▶ _What to produce_: Here the job is to copy the data exactly and to exclude every image from it.

▶ _Dataset entries_:
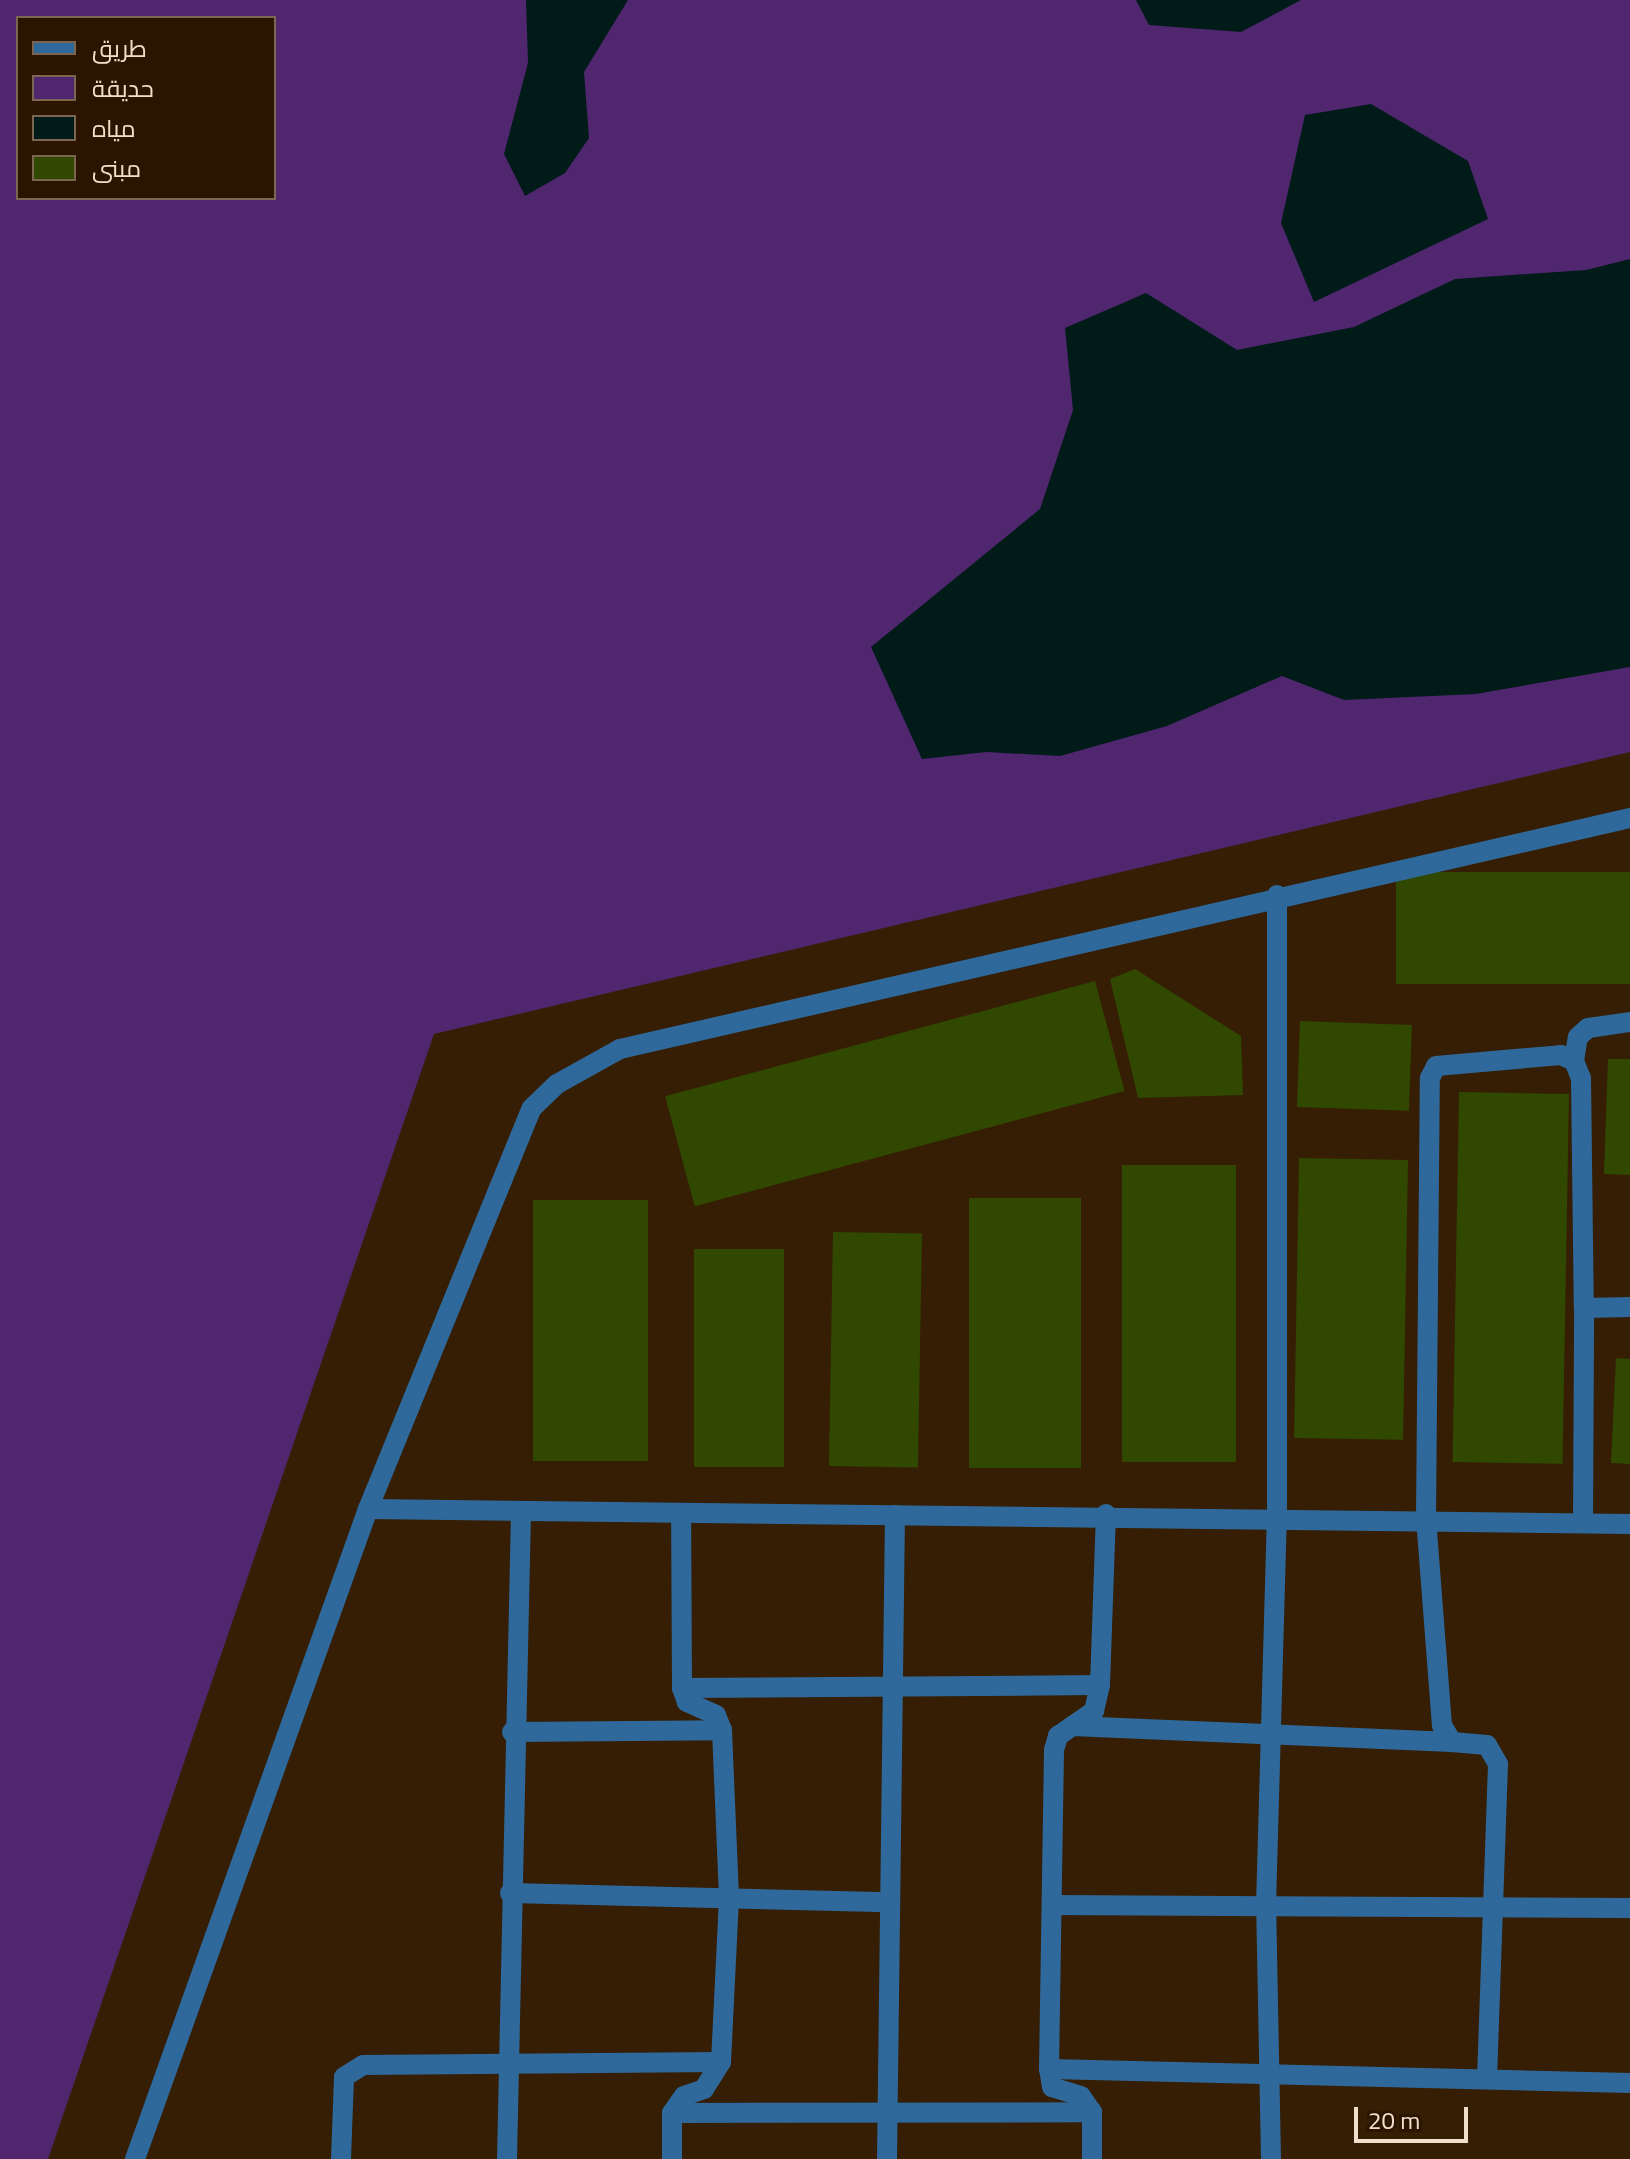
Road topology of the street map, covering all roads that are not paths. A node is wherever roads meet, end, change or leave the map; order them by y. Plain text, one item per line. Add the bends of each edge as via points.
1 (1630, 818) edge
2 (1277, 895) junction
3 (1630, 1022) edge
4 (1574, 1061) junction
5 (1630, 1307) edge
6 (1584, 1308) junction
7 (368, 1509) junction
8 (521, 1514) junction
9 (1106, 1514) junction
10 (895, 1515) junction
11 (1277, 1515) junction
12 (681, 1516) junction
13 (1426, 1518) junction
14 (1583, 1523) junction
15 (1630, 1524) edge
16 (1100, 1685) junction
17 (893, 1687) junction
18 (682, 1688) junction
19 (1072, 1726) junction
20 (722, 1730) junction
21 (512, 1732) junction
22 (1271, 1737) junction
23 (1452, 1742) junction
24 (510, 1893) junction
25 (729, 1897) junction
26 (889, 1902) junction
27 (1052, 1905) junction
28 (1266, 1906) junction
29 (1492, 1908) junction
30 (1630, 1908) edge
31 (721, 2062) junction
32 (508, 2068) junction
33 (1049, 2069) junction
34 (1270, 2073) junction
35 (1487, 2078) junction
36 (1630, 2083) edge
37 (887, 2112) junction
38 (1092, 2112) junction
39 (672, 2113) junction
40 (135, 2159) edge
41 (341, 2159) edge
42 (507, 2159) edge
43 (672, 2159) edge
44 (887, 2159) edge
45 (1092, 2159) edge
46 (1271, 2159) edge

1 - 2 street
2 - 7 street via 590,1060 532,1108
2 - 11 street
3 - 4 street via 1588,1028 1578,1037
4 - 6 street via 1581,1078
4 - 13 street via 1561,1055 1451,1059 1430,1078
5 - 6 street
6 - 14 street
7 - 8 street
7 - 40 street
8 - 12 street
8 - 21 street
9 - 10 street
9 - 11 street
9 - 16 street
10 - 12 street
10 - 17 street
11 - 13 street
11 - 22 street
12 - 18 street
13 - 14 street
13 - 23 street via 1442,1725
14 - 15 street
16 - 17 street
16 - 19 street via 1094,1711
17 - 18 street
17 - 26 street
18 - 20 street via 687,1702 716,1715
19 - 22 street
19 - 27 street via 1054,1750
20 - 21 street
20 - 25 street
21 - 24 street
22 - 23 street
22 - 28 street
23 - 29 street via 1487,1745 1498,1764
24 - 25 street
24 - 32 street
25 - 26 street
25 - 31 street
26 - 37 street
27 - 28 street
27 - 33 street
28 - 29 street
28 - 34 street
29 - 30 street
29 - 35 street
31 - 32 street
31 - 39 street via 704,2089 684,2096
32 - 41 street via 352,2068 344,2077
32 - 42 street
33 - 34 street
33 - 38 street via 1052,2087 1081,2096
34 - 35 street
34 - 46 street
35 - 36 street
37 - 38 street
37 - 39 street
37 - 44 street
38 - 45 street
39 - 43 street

▶ _Task answer_:
Road topology of the street map, covering all roads that are not paths. A node is wherever roads meet, end, change or leave the map; order them by y. Plain text, one item per line. Add the bends of each edge as via points.
1 (1630, 818) edge
2 (1277, 895) junction
3 (1630, 1022) edge
4 (1574, 1061) junction
5 (1630, 1307) edge
6 (1584, 1308) junction
7 (368, 1509) junction
8 (521, 1514) junction
9 (1106, 1514) junction
10 (895, 1515) junction
11 (1277, 1515) junction
12 (681, 1516) junction
13 (1426, 1518) junction
14 (1583, 1523) junction
15 (1630, 1524) edge
16 (1100, 1685) junction
17 (893, 1687) junction
18 (682, 1688) junction
19 (1072, 1726) junction
20 (722, 1730) junction
21 (512, 1732) junction
22 (1271, 1737) junction
23 (1452, 1742) junction
24 (510, 1893) junction
25 (729, 1897) junction
26 (889, 1902) junction
27 (1052, 1905) junction
28 (1266, 1906) junction
29 (1492, 1908) junction
30 (1630, 1908) edge
31 (721, 2062) junction
32 (508, 2068) junction
33 (1049, 2069) junction
34 (1270, 2073) junction
35 (1487, 2078) junction
36 (1630, 2083) edge
37 (887, 2112) junction
38 (1092, 2112) junction
39 (672, 2113) junction
40 (135, 2159) edge
41 (341, 2159) edge
42 (507, 2159) edge
43 (672, 2159) edge
44 (887, 2159) edge
45 (1092, 2159) edge
46 (1271, 2159) edge

1 - 2 street
2 - 7 street via 590,1060 532,1108
2 - 11 street
3 - 4 street via 1588,1028 1578,1037
4 - 6 street via 1581,1078
4 - 13 street via 1561,1055 1451,1059 1430,1078
5 - 6 street
6 - 14 street
7 - 8 street
7 - 40 street
8 - 12 street
8 - 21 street
9 - 10 street
9 - 11 street
9 - 16 street
10 - 12 street
10 - 17 street
11 - 13 street
11 - 22 street
12 - 18 street
13 - 14 street
13 - 23 street via 1442,1725
14 - 15 street
16 - 17 street
16 - 19 street via 1094,1711
17 - 18 street
17 - 26 street
18 - 20 street via 687,1702 716,1715
19 - 22 street
19 - 27 street via 1054,1750
20 - 21 street
20 - 25 street
21 - 24 street
22 - 23 street
22 - 28 street
23 - 29 street via 1487,1745 1498,1764
24 - 25 street
24 - 32 street
25 - 26 street
25 - 31 street
26 - 37 street
27 - 28 street
27 - 33 street
28 - 29 street
28 - 34 street
29 - 30 street
29 - 35 street
31 - 32 street
31 - 39 street via 704,2089 684,2096
32 - 41 street via 352,2068 344,2077
32 - 42 street
33 - 34 street
33 - 38 street via 1052,2087 1081,2096
34 - 35 street
34 - 46 street
35 - 36 street
37 - 38 street
37 - 39 street
37 - 44 street
38 - 45 street
39 - 43 street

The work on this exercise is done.